A young man who earned his way into insider status in the financial industry, compares the compulsion to acquiring money as an analog to other addictions, an attempt to compensate for or avoid some other deeper pain inside.
It’s a cool story, but I doubt it is universally true. But there is something else he realized as his eyes opened that is certainly true:
I’d always looked enviously at the people who earned more than I did; now, for the first time, I was embarrassed for them, and for me. I made in a single year more than my mom made her whole life. I knew that wasn’t fair; that wasn’t right. Yes, I was sharp, good with numbers. I had marketable talents. But in the end I didn’t really do anything. I was a derivatives trader, and it occurred to me the world would hardly change at all if credit derivatives ceased to exist. Not so nurse practitioners. What had seemed normal now seemed deeply distorted.

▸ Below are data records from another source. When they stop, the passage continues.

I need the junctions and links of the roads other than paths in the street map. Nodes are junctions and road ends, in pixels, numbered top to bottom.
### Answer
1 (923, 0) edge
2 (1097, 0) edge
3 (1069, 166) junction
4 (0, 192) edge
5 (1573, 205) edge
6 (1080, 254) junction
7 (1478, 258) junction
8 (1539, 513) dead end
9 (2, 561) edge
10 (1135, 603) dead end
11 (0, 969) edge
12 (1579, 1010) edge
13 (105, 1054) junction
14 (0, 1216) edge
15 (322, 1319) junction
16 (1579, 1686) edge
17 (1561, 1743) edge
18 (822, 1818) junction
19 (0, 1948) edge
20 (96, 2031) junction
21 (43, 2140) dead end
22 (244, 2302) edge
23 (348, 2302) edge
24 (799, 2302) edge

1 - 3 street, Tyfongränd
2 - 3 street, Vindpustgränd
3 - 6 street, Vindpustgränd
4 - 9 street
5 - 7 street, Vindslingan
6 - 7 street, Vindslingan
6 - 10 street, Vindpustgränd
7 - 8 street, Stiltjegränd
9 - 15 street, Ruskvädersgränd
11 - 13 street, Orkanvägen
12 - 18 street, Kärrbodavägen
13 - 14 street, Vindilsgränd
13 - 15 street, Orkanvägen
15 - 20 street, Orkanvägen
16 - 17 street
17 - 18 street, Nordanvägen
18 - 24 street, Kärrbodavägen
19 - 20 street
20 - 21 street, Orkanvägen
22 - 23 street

We need banks and investors, as a way to pay for real things, but the notion that credit “products” like credit default swaps are anything more than a way for the sharps to skim their percentage off the world economy is a sham.
I’m not qualified to know where to draw the line here, but I’m sure that one great injustice we can all line up behind is the fact that income derived from this mostly-worthless churning of money should be taxed at the same rate as income that is earned by labor. At least. It should certainly not be taxed at a lower rate, as it is now.